Once you have determined that there may be some reason for concern with your parents - diminishing capacity - or that some changes or additional help is needed, it’s time to sit down with your parents and create a plan.
But what’s the best way to approach that conversation?
David Solie is an expert in geriatric psychology. In his book “How to Say It to Seniors- Closing the Communication Gap with Our Elders”, he notes that children and their parents have different missions and different agendas, based on where they are in their lives. He explains that Seniors have two driving needs at the end phase of their lives: the need for control (being part of whatever discussions take place or decisions made) and the desire to leave a legacy (defining what they will be remembered for).
If we can find a way to respect those needs and incorporate them into these difficult conversations, they don’t have to be so difficult.
Carol Satterlee, a family and relationship coach at On the Edge of Coaching, shares some tips on how to have that conversation:
You know your parents better than anyone. So remember, these sensitive discussions are about your parents’ thoughts and feelings – not yours. Don’t offer your opinions unless you’re asked for them, or unless you ask their permission: “Mom, Dad, may I share what I’m concerned about for you?” (And then be sure your concerns really are for them!!)
Recognize and honor your own journey as you accompany your parents in their end of life process.
This is a time when emotions and stress can run high as you work together to make difficult decisions. Try to find a balance between caring for your parent(s), your own family, and caring for yourself.
Acknowledge your feelings (even the unattractive ones such as fear or jealousy) and keep them separate from this process with your parents. Recognize and honor that there are two processes at work simultaneously here – you facing the reality of your aging or dying parents, and the “business” of finding care and solutions for your parents.
Problem solve and find comfortable solutions.
Approach decision making collaboratively to help your parents feel they still have some control.
Ask them to describe the experience or outcome they hope for.

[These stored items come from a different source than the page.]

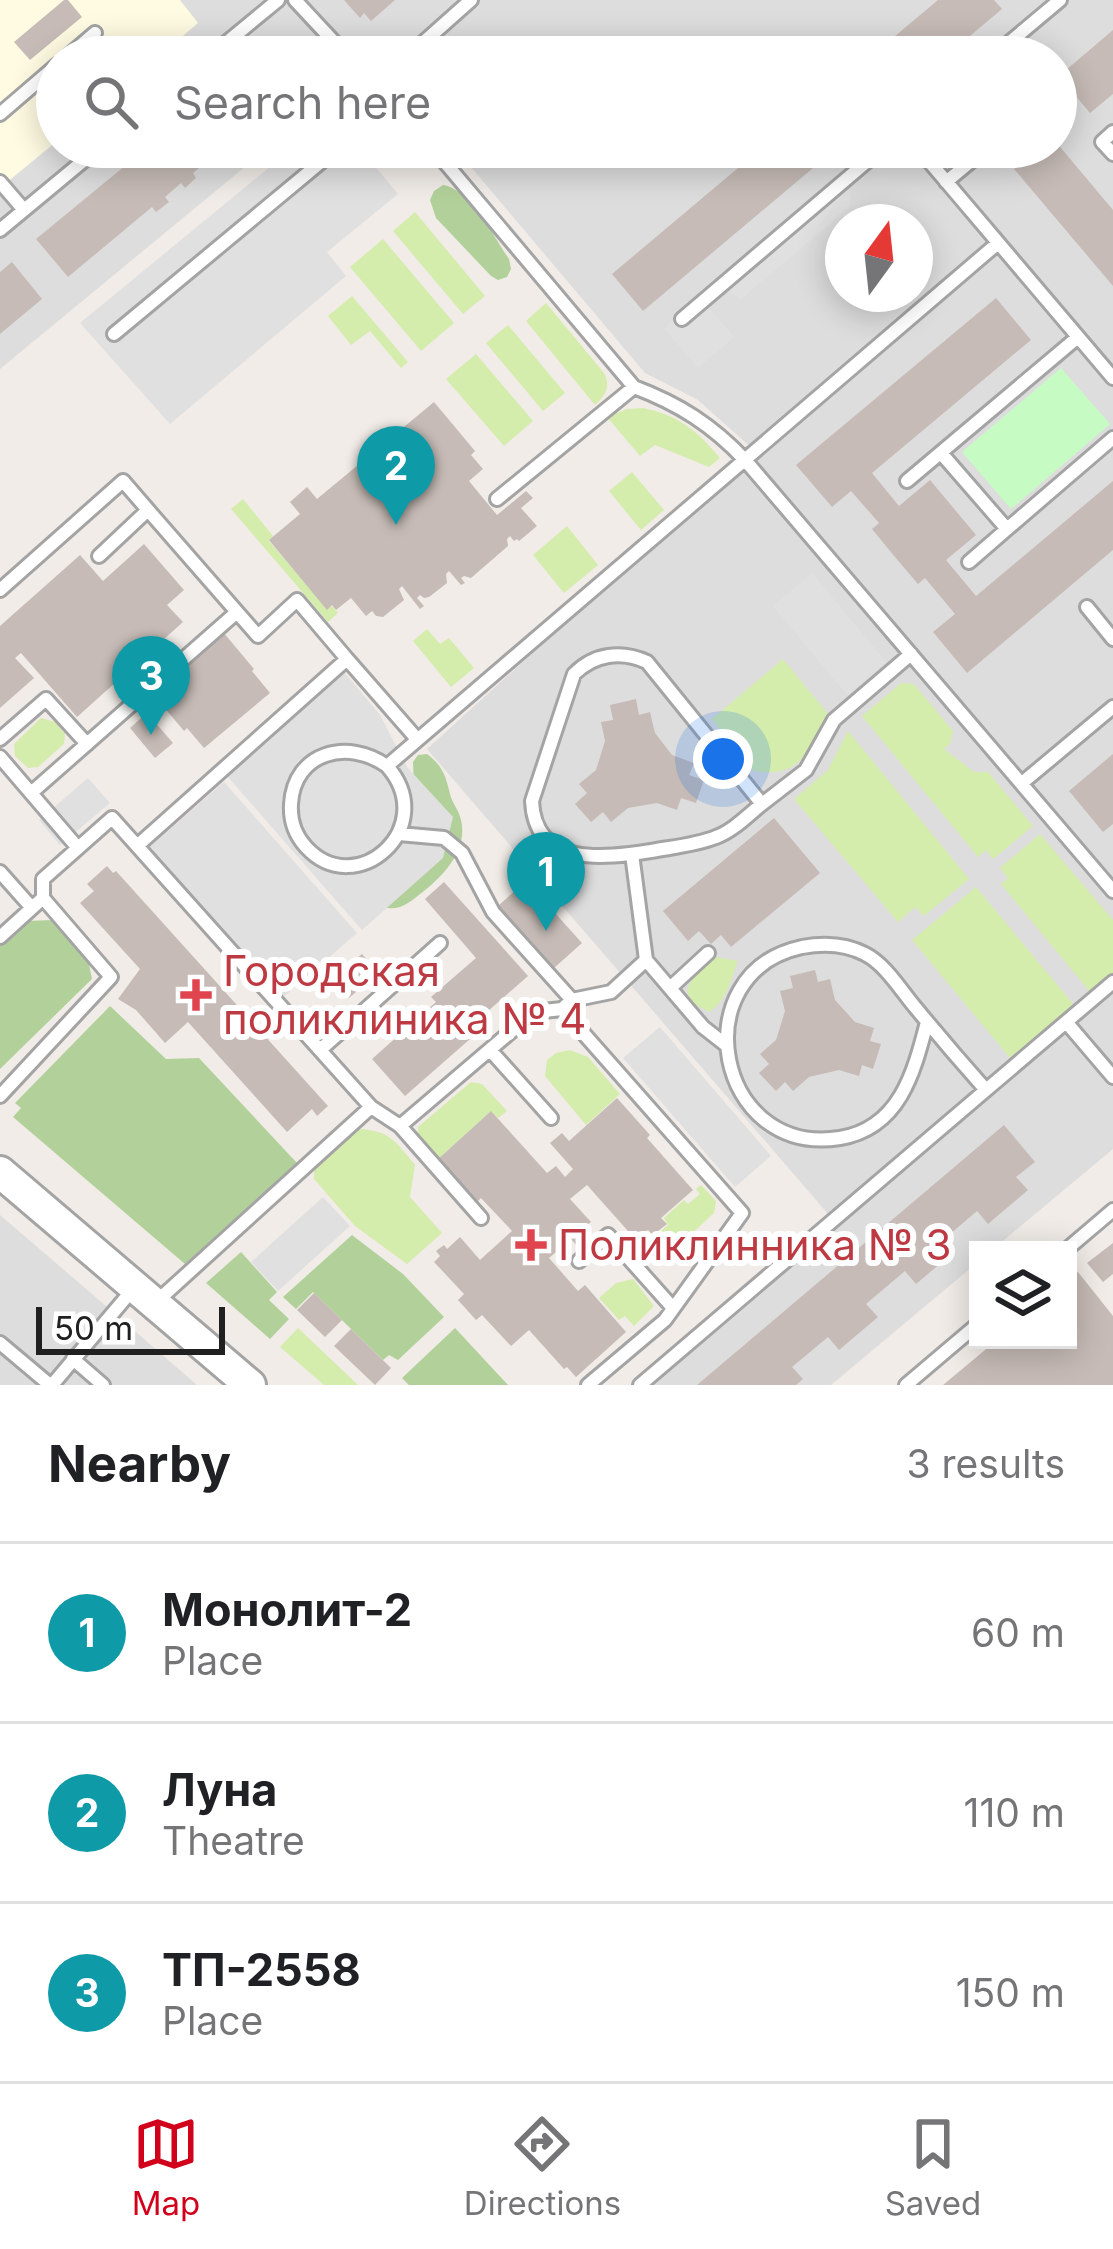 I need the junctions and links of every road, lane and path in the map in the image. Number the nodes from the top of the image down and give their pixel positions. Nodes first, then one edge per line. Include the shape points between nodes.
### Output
1 (278, 0) edge
2 (295, 0) edge
3 (471, 0) edge
4 (1060, 0) edge
5 (95, 33) dead end
6 (92, 36) edge
7 (234, 36) edge
8 (328, 36) edge
9 (431, 36) edge
10 (1017, 36) edge
11 (36, 83) edge
12 (0, 114) edge
13 (1113, 133) edge
14 (1113, 154) edge
15 (74, 168) edge
16 (314, 168) edge
17 (450, 168) edge
18 (859, 168) edge
19 (934, 168) edge
20 (963, 168) edge
21 (0, 182) edge
22 (946, 182) junction
23 (23, 210) junction
24 (0, 230) edge
25 (998, 243) junction
26 (682, 319) dead end
27 (114, 334) dead end
28 (1078, 337) junction
29 (1113, 378) edge
30 (634, 387) junction
31 (1113, 438) edge
32 (941, 452) junction
33 (745, 460) junction
34 (908, 481) dead end
35 (497, 499) dead end
36 (148, 510) junction
37 (1007, 530) junction
38 (99, 556) dead end
39 (969, 562) dead end
40 (0, 590) edge
41 (1087, 608) dead end
42 (238, 612) junction
43 (1113, 640) edge
44 (911, 654) junction
45 (347, 659) junction
46 (1113, 707) edge
47 (0, 739) edge
48 (417, 739) junction
49 (87, 743) junction
50 (0, 757) edge
51 (387, 766) junction
52 (1022, 783) junction
53 (31, 793) junction
54 (762, 804) junction
55 (399, 834) junction
56 (136, 846) junction
57 (78, 848) junction
58 (632, 854) junction
59 (0, 872) edge
60 (1113, 891) edge
61 (37, 903) junction
62 (0, 938) edge
63 (440, 943) dead end
64 (708, 953) dead end
65 (646, 960) junction
66 (1113, 982) edge
67 (670, 988) junction
68 (567, 1005) junction
69 (927, 1022) junction
70 (1066, 1023) junction
71 (726, 1045) junction
72 (320, 1050) junction
73 (490, 1050) junction
74 (1113, 1078) edge
75 (986, 1090) junction
76 (0, 1096) edge
77 (371, 1107) junction
78 (551, 1118) dead end
79 (400, 1126) junction
80 (0, 1172) edge
81 (1113, 1210) edge
82 (482, 1218) dead end
83 (1077, 1241) edge
84 (578, 1261) dead end
85 (145, 1296) junction
86 (673, 1308) junction
87 (969, 1332) edge
88 (0, 1342) edge
89 (73, 1359) junction
90 (51, 1385) edge
91 (103, 1385) edge
92 (250, 1385) edge
93 (588, 1385) edge
94 (640, 1385) edge
95 (906, 1385) edge

1 - 7 lane
2 - 8 lane
3 - 9 lane
4 - 10 lane
5 - 6 lane
11 - 12 lane
13 - 14 lane via 1102,142
15 - 23 lane
16 - 27 lane
17 - 30 lane
18 - 26 lane
19 - 22 lane
20 - 22 lane
21 - 23 lane
22 - 25 lane
23 - 24 lane
25 - 28 lane
25 - 33 lane
28 - 29 lane
28 - 32 lane
30 - 33 lane via 699,417
30 - 35 lane
31 - 37 lane
32 - 34 lane
32 - 37 lane
33 - 44 lane
33 - 48 lane
36 - 38 lane
36 - 40 lane via 123,481
36 - 42 lane
37 - 39 lane
41 - 43 lane
42 - 45 lane via 258,636 298,600
42 - 49 lane
44 - 52 lane
44 - 54 lane via 834,719 806,770
45 - 48 lane
45 - 56 lane
46 - 52 lane
47 - 49 lane via 46,699
48 - 51 lane
49 - 53 lane
50 - 53 lane
51 - 55 lane via 404,796
51 - 55 lane via 348,750 313,761 292,791 293,828 316,856 352,866 388,850
52 - 60 lane
53 - 57 lane
54 - 58 lane via 721,836
54 - 58 lane via 646,662 631,655 586,662 574,674 532,814 552,844 571,854
55 - 68 lane via 443,838 462,853 493,912
56 - 57 lane via 112,818
56 - 72 lane
57 - 61 lane via 43,879
58 - 65 lane
59 - 61 lane
61 - 62 lane
61 - 76 lane via 111,976
63 - 72 lane
64 - 67 lane
65 - 67 lane
65 - 68 lane via 611,992
66 - 70 lane
67 - 71 lane
68 - 73 lane via 534,1012
68 - 86 lane via 742,1213
69 - 71 lane via 877,961 845,947 807,946 772,959 744,985
69 - 71 lane via 910,1081 890,1112 865,1131 834,1139 802,1138 759,1115 738,1090
69 - 75 lane
70 - 74 lane
70 - 75 lane
72 - 77 lane
73 - 78 lane
73 - 79 lane
75 - 94 lane
77 - 79 lane
77 - 85 lane
79 - 82 lane
80 - 85 street
81 - 83 lane
84 - 86 lane via 608,1235
85 - 89 lane
85 - 92 street
86 - 93 lane
87 - 95 lane
88 - 90 lane
89 - 90 lane
89 - 91 lane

List out options and the advantages of each.
When you bring in outside help, you can avoid the pitfalls involved with trying to parent your parents. Often one of the most difficult topics of conversation is finances. This is where someone like a trained Daily Money Manager can provide objective input and help with assessing the current financial situation or can locate and organize critical files and documents.
Above all, respect your parents and this stage of their life.
Ultimately, you want to look back and have no regrets. Pay attention to your own behaviors in this process. There’s no getting around it, you will be saying “good bye” to your parents at some point. With that end in mind, ask yourself what memories you will want from this experience as you support them through it.